■ EXERCISE DESCRIPTION
Leave out any pictures and transcribe all other data below exactly.

[Excerpts from a dataset]
- Opening Delimiter -
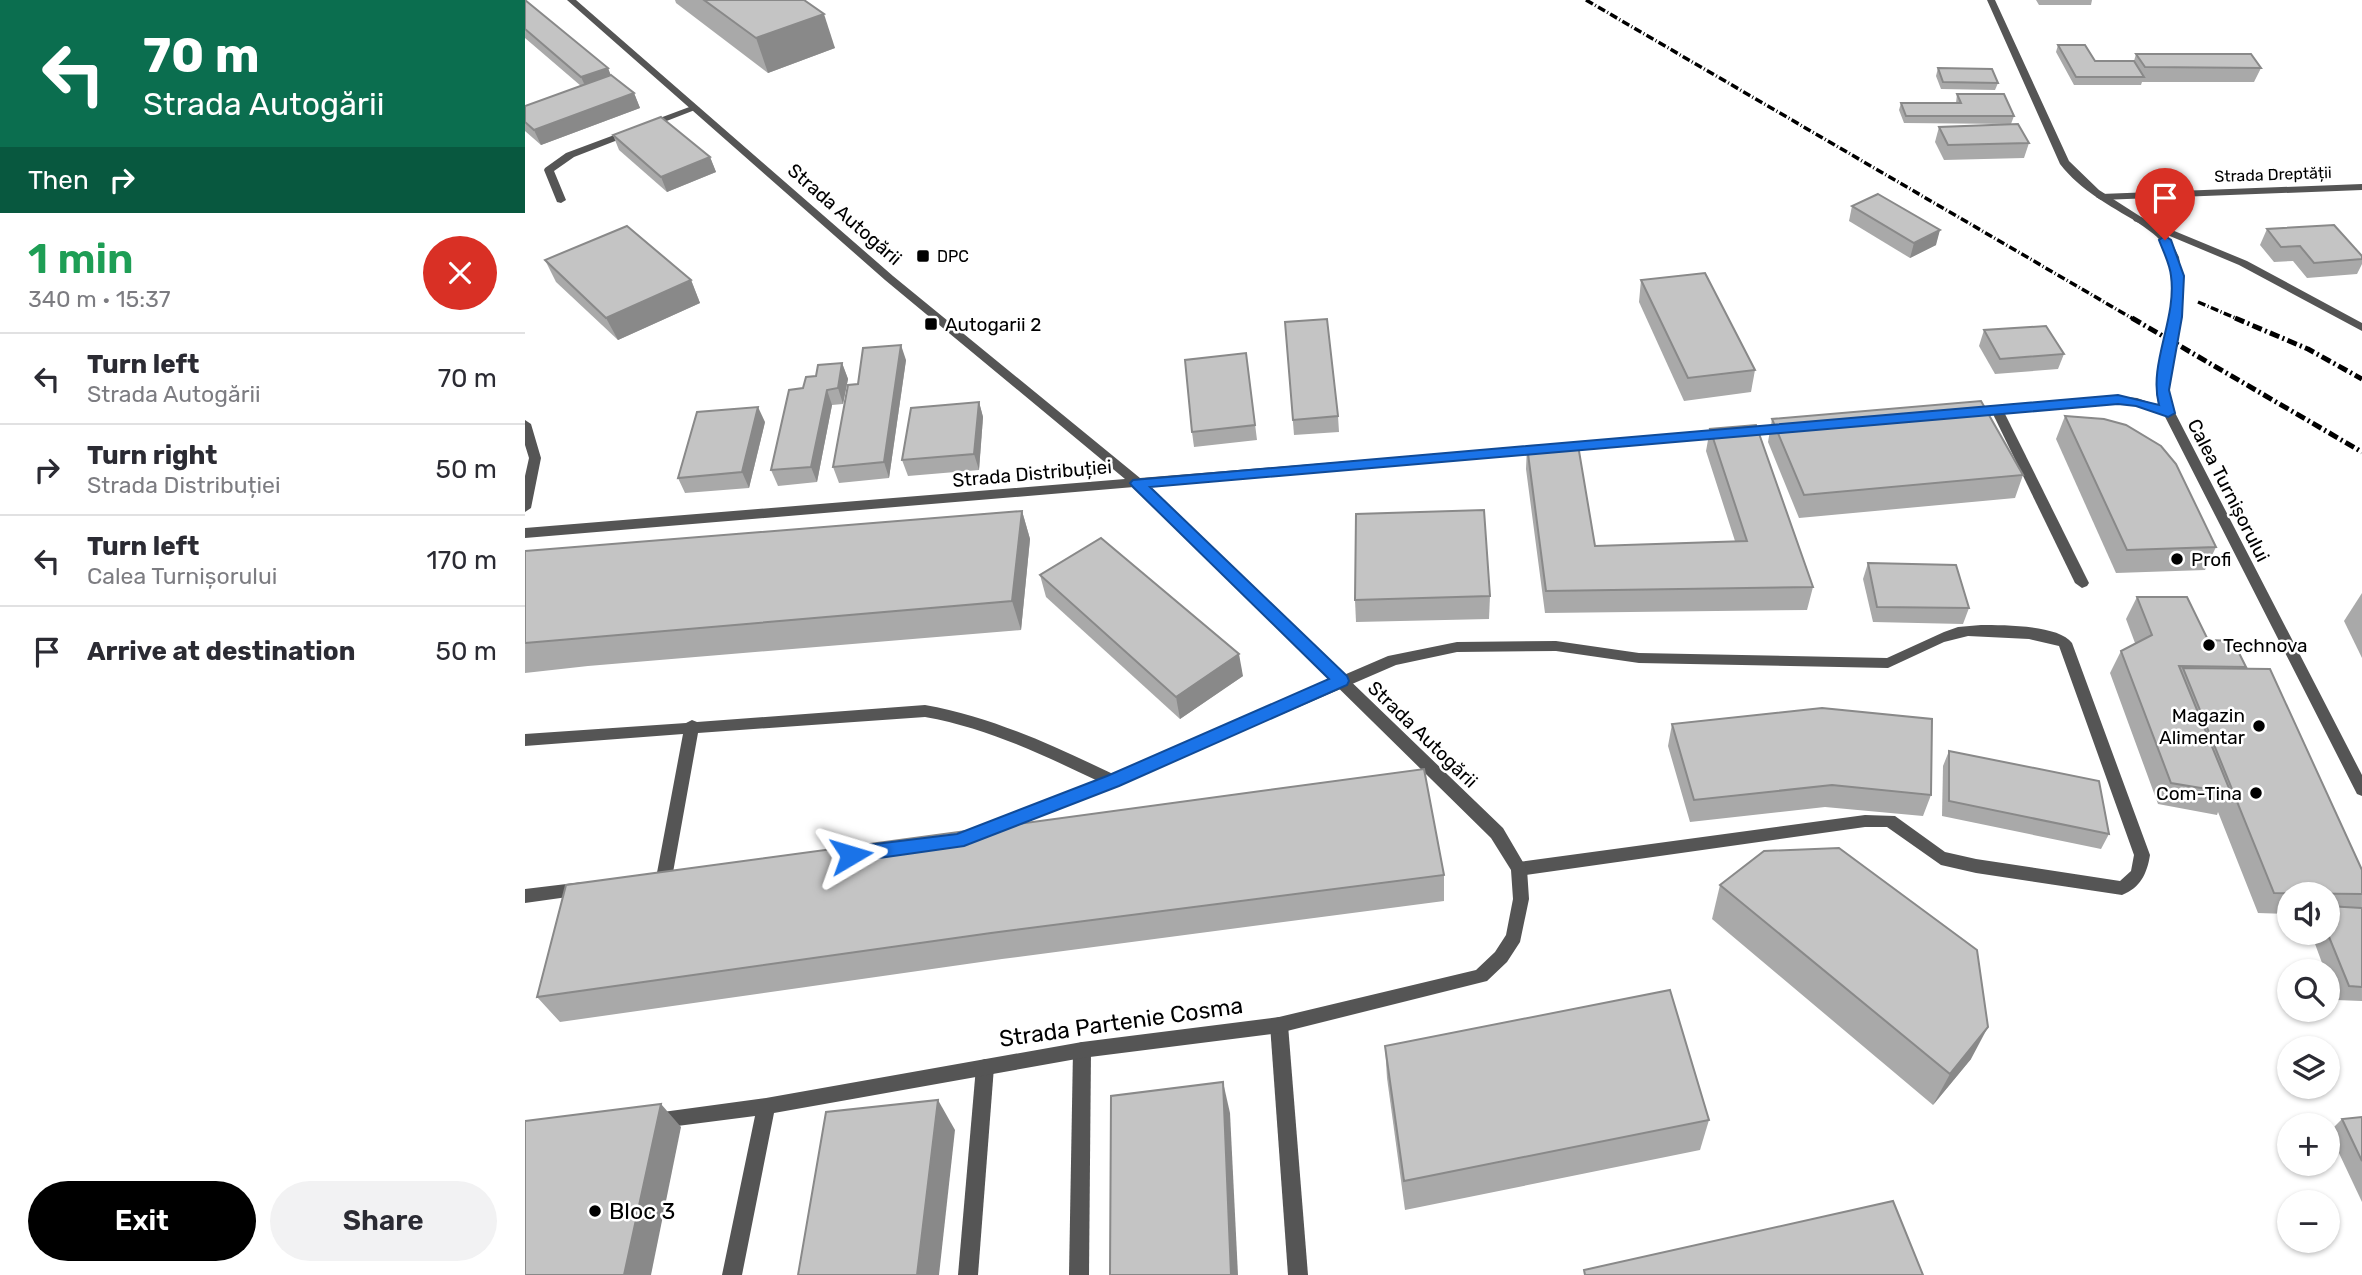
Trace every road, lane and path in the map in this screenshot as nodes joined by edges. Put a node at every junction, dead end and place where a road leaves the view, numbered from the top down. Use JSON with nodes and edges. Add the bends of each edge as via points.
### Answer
{"nodes":[{"id":1,"x":571,"y":0,"type":"edge"},
{"id":2,"x":1991,"y":0,"type":"edge"},
{"id":3,"x":695,"y":108,"type":"junction"},
{"id":4,"x":2362,"y":187,"type":"edge"},
{"id":5,"x":2101,"y":197,"type":"junction"},
{"id":6,"x":561,"y":200,"type":"dead end"},
{"id":7,"x":2138,"y":219,"type":"junction"},
{"id":8,"x":2362,"y":328,"type":"edge"},
{"id":9,"x":1997,"y":410,"type":"junction"},
{"id":10,"x":2168,"y":413,"type":"junction"},
{"id":11,"x":1956,"y":414,"type":"edge"},
{"id":12,"x":525,"y":424,"type":"edge"},
{"id":13,"x":1803,"y":427,"type":"edge"},
{"id":14,"x":1138,"y":483,"type":"junction"},
{"id":15,"x":525,"y":508,"type":"edge"},
{"id":16,"x":525,"y":533,"type":"edge"},
{"id":17,"x":2082,"y":583,"type":"dead end"},
{"id":18,"x":1341,"y":681,"type":"junction"},
{"id":19,"x":692,"y":726,"type":"junction"},
{"id":20,"x":525,"y":740,"type":"edge"},
{"id":21,"x":1113,"y":781,"type":"junction"},
{"id":22,"x":2362,"y":790,"type":"edge"},
{"id":23,"x":958,"y":841,"type":"edge"},
{"id":24,"x":1518,"y":869,"type":"junction"},
{"id":25,"x":664,"y":878,"type":"edge"},
{"id":26,"x":594,"y":887,"type":"edge"},
{"id":27,"x":525,"y":896,"type":"edge"},
{"id":28,"x":1481,"y":976,"type":"joint"},
{"id":29,"x":1279,"y":1026,"type":"junction"},
{"id":30,"x":1082,"y":1050,"type":"junction"},
{"id":31,"x":985,"y":1066,"type":"junction"},
{"id":32,"x":766,"y":1106,"type":"junction"},
{"id":33,"x":632,"y":1123,"type":"edge"},
{"id":34,"x":732,"y":1275,"type":"edge"},
{"id":35,"x":968,"y":1275,"type":"edge"},
{"id":36,"x":1079,"y":1275,"type":"edge"},
{"id":37,"x":1298,"y":1275,"type":"edge"}],
"edges":[{"from":1,"to":3,"type":"street","name":"Strada Autogării"},
{"from":2,"to":5,"type":"street","name":"Calea Turnișorului","via":[[2064,162],[2076,179]]},
{"from":3,"to":6,"type":"street","via":[[570,155],[549,170]]},
{"from":3,"to":14,"type":"street","name":"Strada Autogării","via":[[889,278]]},
{"from":4,"to":5,"type":"street","name":"Strada Dreptății"},
{"from":5,"to":7,"type":"street","name":"Calea Turnișorului"},
{"from":7,"to":8,"type":"street","via":[[2243,262]]},
{"from":7,"to":10,"type":"street","name":"Calea Turnișorului","via":[[2165,240],[2178,276],[2162,390]]},
{"from":9,"to":10,"type":"street","via":[[2118,400]]},
{"from":9,"to":11,"type":"street"},
{"from":9,"to":17,"type":"street"},
{"from":10,"to":22,"type":"street","name":"Calea Turnișorului"},
{"from":12,"to":15,"type":"street","via":[[535,458]]},
{"from":13,"to":14,"type":"street","name":"Strada Distribuției"},
{"from":14,"to":16,"type":"street","name":"Strada Distribuției"},
{"from":14,"to":18,"type":"street","name":"Strada Autogării"},
{"from":18,"to":21,"type":"street"},
{"from":18,"to":24,"type":"street","name":"Strada Autogării","via":[[1497,833]]},
{"from":18,"to":24,"type":"street","via":[[1392,660],[1457,646],[1556,646],[1639,657],[1888,663],[1913,648],[1961,631],[2055,636],[2065,643],[2142,855],[2140,872],[2122,888],[1941,858],[1890,821]]},
{"from":19,"to":20,"type":"street"},
{"from":19,"to":21,"type":"street","via":[[926,711],[957,715]]},
{"from":19,"to":25,"type":"street"},
{"from":21,"to":23,"type":"street"},
{"from":24,"to":28,"type":"street","name":"Strada Autogării","via":[[1521,899],[1514,937]]},
{"from":26,"to":27,"type":"street"},
{"from":28,"to":29,"type":"street","name":"Strada Partenie Cosma"},
{"from":29,"to":30,"type":"street","name":"Strada Partenie Cosma"},
{"from":29,"to":37,"type":"street"},
{"from":30,"to":31,"type":"street","name":"Strada Partenie Cosma"},
{"from":30,"to":36,"type":"street"},
{"from":31,"to":32,"type":"street","name":"Strada Partenie Cosma"},
{"from":31,"to":35,"type":"street"},
{"from":32,"to":33,"type":"street","name":"Strada Partenie Cosma"},
{"from":32,"to":34,"type":"street"}]}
- Closing Delimiter -
■ RESULT OF THIS TASK
Trace every road, lane and path in the map in this screenshot as nodes joined by edges. Put a node at every junction, dead end and place where a road leaves the view, numbered from the top down. Use JSON with nodes and edges. Add the bends of each edge as via points.
### Answer
{"nodes":[{"id":1,"x":571,"y":0,"type":"edge"},
{"id":2,"x":1991,"y":0,"type":"edge"},
{"id":3,"x":695,"y":108,"type":"junction"},
{"id":4,"x":2362,"y":187,"type":"edge"},
{"id":5,"x":2101,"y":197,"type":"junction"},
{"id":6,"x":561,"y":200,"type":"dead end"},
{"id":7,"x":2138,"y":219,"type":"junction"},
{"id":8,"x":2362,"y":328,"type":"edge"},
{"id":9,"x":1997,"y":410,"type":"junction"},
{"id":10,"x":2168,"y":413,"type":"junction"},
{"id":11,"x":1956,"y":414,"type":"edge"},
{"id":12,"x":525,"y":424,"type":"edge"},
{"id":13,"x":1803,"y":427,"type":"edge"},
{"id":14,"x":1138,"y":483,"type":"junction"},
{"id":15,"x":525,"y":508,"type":"edge"},
{"id":16,"x":525,"y":533,"type":"edge"},
{"id":17,"x":2082,"y":583,"type":"dead end"},
{"id":18,"x":1341,"y":681,"type":"junction"},
{"id":19,"x":692,"y":726,"type":"junction"},
{"id":20,"x":525,"y":740,"type":"edge"},
{"id":21,"x":1113,"y":781,"type":"junction"},
{"id":22,"x":2362,"y":790,"type":"edge"},
{"id":23,"x":958,"y":841,"type":"edge"},
{"id":24,"x":1518,"y":869,"type":"junction"},
{"id":25,"x":664,"y":878,"type":"edge"},
{"id":26,"x":594,"y":887,"type":"edge"},
{"id":27,"x":525,"y":896,"type":"edge"},
{"id":28,"x":1481,"y":976,"type":"joint"},
{"id":29,"x":1279,"y":1026,"type":"junction"},
{"id":30,"x":1082,"y":1050,"type":"junction"},
{"id":31,"x":985,"y":1066,"type":"junction"},
{"id":32,"x":766,"y":1106,"type":"junction"},
{"id":33,"x":632,"y":1123,"type":"edge"},
{"id":34,"x":732,"y":1275,"type":"edge"},
{"id":35,"x":968,"y":1275,"type":"edge"},
{"id":36,"x":1079,"y":1275,"type":"edge"},
{"id":37,"x":1298,"y":1275,"type":"edge"}],
"edges":[{"from":1,"to":3,"type":"street","name":"Strada Autogării"},
{"from":2,"to":5,"type":"street","name":"Calea Turnișorului","via":[[2064,162],[2076,179]]},
{"from":3,"to":6,"type":"street","via":[[570,155],[549,170]]},
{"from":3,"to":14,"type":"street","name":"Strada Autogării","via":[[889,278]]},
{"from":4,"to":5,"type":"street","name":"Strada Dreptății"},
{"from":5,"to":7,"type":"street","name":"Calea Turnișorului"},
{"from":7,"to":8,"type":"street","via":[[2243,262]]},
{"from":7,"to":10,"type":"street","name":"Calea Turnișorului","via":[[2165,240],[2178,276],[2162,390]]},
{"from":9,"to":10,"type":"street","via":[[2118,400]]},
{"from":9,"to":11,"type":"street"},
{"from":9,"to":17,"type":"street"},
{"from":10,"to":22,"type":"street","name":"Calea Turnișorului"},
{"from":12,"to":15,"type":"street","via":[[535,458]]},
{"from":13,"to":14,"type":"street","name":"Strada Distribuției"},
{"from":14,"to":16,"type":"street","name":"Strada Distribuției"},
{"from":14,"to":18,"type":"street","name":"Strada Autogării"},
{"from":18,"to":21,"type":"street"},
{"from":18,"to":24,"type":"street","name":"Strada Autogării","via":[[1497,833]]},
{"from":18,"to":24,"type":"street","via":[[1392,660],[1457,646],[1556,646],[1639,657],[1888,663],[1913,648],[1961,631],[2055,636],[2065,643],[2142,855],[2140,872],[2122,888],[1941,858],[1890,821]]},
{"from":19,"to":20,"type":"street"},
{"from":19,"to":21,"type":"street","via":[[926,711],[957,715]]},
{"from":19,"to":25,"type":"street"},
{"from":21,"to":23,"type":"street"},
{"from":24,"to":28,"type":"street","name":"Strada Autogării","via":[[1521,899],[1514,937]]},
{"from":26,"to":27,"type":"street"},
{"from":28,"to":29,"type":"street","name":"Strada Partenie Cosma"},
{"from":29,"to":30,"type":"street","name":"Strada Partenie Cosma"},
{"from":29,"to":37,"type":"street"},
{"from":30,"to":31,"type":"street","name":"Strada Partenie Cosma"},
{"from":30,"to":36,"type":"street"},
{"from":31,"to":32,"type":"street","name":"Strada Partenie Cosma"},
{"from":31,"to":35,"type":"street"},
{"from":32,"to":33,"type":"street","name":"Strada Partenie Cosma"},
{"from":32,"to":34,"type":"street"}]}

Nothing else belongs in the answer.